What you need to do
Every entry that follows should be output again, word for word.

Records provided
=== Section Start ===
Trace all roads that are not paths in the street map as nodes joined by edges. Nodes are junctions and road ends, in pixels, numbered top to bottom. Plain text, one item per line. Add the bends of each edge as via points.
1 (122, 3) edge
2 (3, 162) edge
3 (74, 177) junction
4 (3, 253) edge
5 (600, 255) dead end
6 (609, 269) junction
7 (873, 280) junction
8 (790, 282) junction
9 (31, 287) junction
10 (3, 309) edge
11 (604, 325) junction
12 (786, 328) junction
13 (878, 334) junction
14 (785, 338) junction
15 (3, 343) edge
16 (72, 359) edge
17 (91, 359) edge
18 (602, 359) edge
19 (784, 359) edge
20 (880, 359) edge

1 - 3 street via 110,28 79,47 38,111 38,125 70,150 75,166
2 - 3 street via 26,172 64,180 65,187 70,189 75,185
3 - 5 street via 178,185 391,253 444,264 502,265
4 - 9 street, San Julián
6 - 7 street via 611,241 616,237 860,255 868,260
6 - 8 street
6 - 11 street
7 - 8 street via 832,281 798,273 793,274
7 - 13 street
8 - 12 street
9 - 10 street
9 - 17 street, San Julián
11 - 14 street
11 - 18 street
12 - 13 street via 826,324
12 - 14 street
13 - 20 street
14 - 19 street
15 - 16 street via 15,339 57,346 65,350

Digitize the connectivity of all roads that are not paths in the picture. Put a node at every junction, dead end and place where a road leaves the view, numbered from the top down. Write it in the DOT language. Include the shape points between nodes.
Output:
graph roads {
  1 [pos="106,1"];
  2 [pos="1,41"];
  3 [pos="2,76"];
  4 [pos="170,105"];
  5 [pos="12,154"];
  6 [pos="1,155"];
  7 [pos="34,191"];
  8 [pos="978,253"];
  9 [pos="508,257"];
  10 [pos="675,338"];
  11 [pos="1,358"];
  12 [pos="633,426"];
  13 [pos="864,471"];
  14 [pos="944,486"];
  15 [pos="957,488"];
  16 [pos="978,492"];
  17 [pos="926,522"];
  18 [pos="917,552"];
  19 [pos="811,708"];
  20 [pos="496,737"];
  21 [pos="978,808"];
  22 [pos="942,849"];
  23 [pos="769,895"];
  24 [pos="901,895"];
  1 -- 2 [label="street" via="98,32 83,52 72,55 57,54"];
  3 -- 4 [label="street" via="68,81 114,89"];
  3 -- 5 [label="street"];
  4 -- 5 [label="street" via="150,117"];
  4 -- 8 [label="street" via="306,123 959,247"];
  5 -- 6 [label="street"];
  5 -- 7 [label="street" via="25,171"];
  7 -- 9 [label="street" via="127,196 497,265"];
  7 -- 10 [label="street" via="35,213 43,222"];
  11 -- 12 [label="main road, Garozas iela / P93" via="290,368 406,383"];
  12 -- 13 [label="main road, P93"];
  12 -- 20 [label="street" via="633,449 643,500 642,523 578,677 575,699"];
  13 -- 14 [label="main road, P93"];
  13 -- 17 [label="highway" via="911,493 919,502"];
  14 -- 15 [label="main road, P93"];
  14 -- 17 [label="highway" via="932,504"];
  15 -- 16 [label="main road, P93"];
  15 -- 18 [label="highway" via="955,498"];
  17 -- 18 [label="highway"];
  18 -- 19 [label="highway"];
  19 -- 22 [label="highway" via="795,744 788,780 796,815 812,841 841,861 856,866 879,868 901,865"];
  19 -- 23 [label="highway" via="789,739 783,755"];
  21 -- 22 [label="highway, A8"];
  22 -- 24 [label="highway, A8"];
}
=== Section End ===
Expected answer
Trace all roads that are not paths in the street map as nodes joined by edges. Nodes are junctions and road ends, in pixels, numbered top to bottom. Plain text, one item per line. Add the bends of each edge as via points.
1 (122, 3) edge
2 (3, 162) edge
3 (74, 177) junction
4 (3, 253) edge
5 (600, 255) dead end
6 (609, 269) junction
7 (873, 280) junction
8 (790, 282) junction
9 (31, 287) junction
10 (3, 309) edge
11 (604, 325) junction
12 (786, 328) junction
13 (878, 334) junction
14 (785, 338) junction
15 (3, 343) edge
16 (72, 359) edge
17 (91, 359) edge
18 (602, 359) edge
19 (784, 359) edge
20 (880, 359) edge

1 - 3 street via 110,28 79,47 38,111 38,125 70,150 75,166
2 - 3 street via 26,172 64,180 65,187 70,189 75,185
3 - 5 street via 178,185 391,253 444,264 502,265
4 - 9 street, San Julián
6 - 7 street via 611,241 616,237 860,255 868,260
6 - 8 street
6 - 11 street
7 - 8 street via 832,281 798,273 793,274
7 - 13 street
8 - 12 street
9 - 10 street
9 - 17 street, San Julián
11 - 14 street
11 - 18 street
12 - 13 street via 826,324
12 - 14 street
13 - 20 street
14 - 19 street
15 - 16 street via 15,339 57,346 65,350

Digitize the connectivity of all roads that are not paths in the picture. Put a node at every junction, dead end and place where a road leaves the view, numbered from the top down. Write it in the DOT language. Include the shape points between nodes.
Output:
graph roads {
  1 [pos="106,1"];
  2 [pos="1,41"];
  3 [pos="2,76"];
  4 [pos="170,105"];
  5 [pos="12,154"];
  6 [pos="1,155"];
  7 [pos="34,191"];
  8 [pos="978,253"];
  9 [pos="508,257"];
  10 [pos="675,338"];
  11 [pos="1,358"];
  12 [pos="633,426"];
  13 [pos="864,471"];
  14 [pos="944,486"];
  15 [pos="957,488"];
  16 [pos="978,492"];
  17 [pos="926,522"];
  18 [pos="917,552"];
  19 [pos="811,708"];
  20 [pos="496,737"];
  21 [pos="978,808"];
  22 [pos="942,849"];
  23 [pos="769,895"];
  24 [pos="901,895"];
  1 -- 2 [label="street" via="98,32 83,52 72,55 57,54"];
  3 -- 4 [label="street" via="68,81 114,89"];
  3 -- 5 [label="street"];
  4 -- 5 [label="street" via="150,117"];
  4 -- 8 [label="street" via="306,123 959,247"];
  5 -- 6 [label="street"];
  5 -- 7 [label="street" via="25,171"];
  7 -- 9 [label="street" via="127,196 497,265"];
  7 -- 10 [label="street" via="35,213 43,222"];
  11 -- 12 [label="main road, Garozas iela / P93" via="290,368 406,383"];
  12 -- 13 [label="main road, P93"];
  12 -- 20 [label="street" via="633,449 643,500 642,523 578,677 575,699"];
  13 -- 14 [label="main road, P93"];
  13 -- 17 [label="highway" via="911,493 919,502"];
  14 -- 15 [label="main road, P93"];
  14 -- 17 [label="highway" via="932,504"];
  15 -- 16 [label="main road, P93"];
  15 -- 18 [label="highway" via="955,498"];
  17 -- 18 [label="highway"];
  18 -- 19 [label="highway"];
  19 -- 22 [label="highway" via="795,744 788,780 796,815 812,841 841,861 856,866 879,868 901,865"];
  19 -- 23 [label="highway" via="789,739 783,755"];
  21 -- 22 [label="highway, A8"];
  22 -- 24 [label="highway, A8"];
}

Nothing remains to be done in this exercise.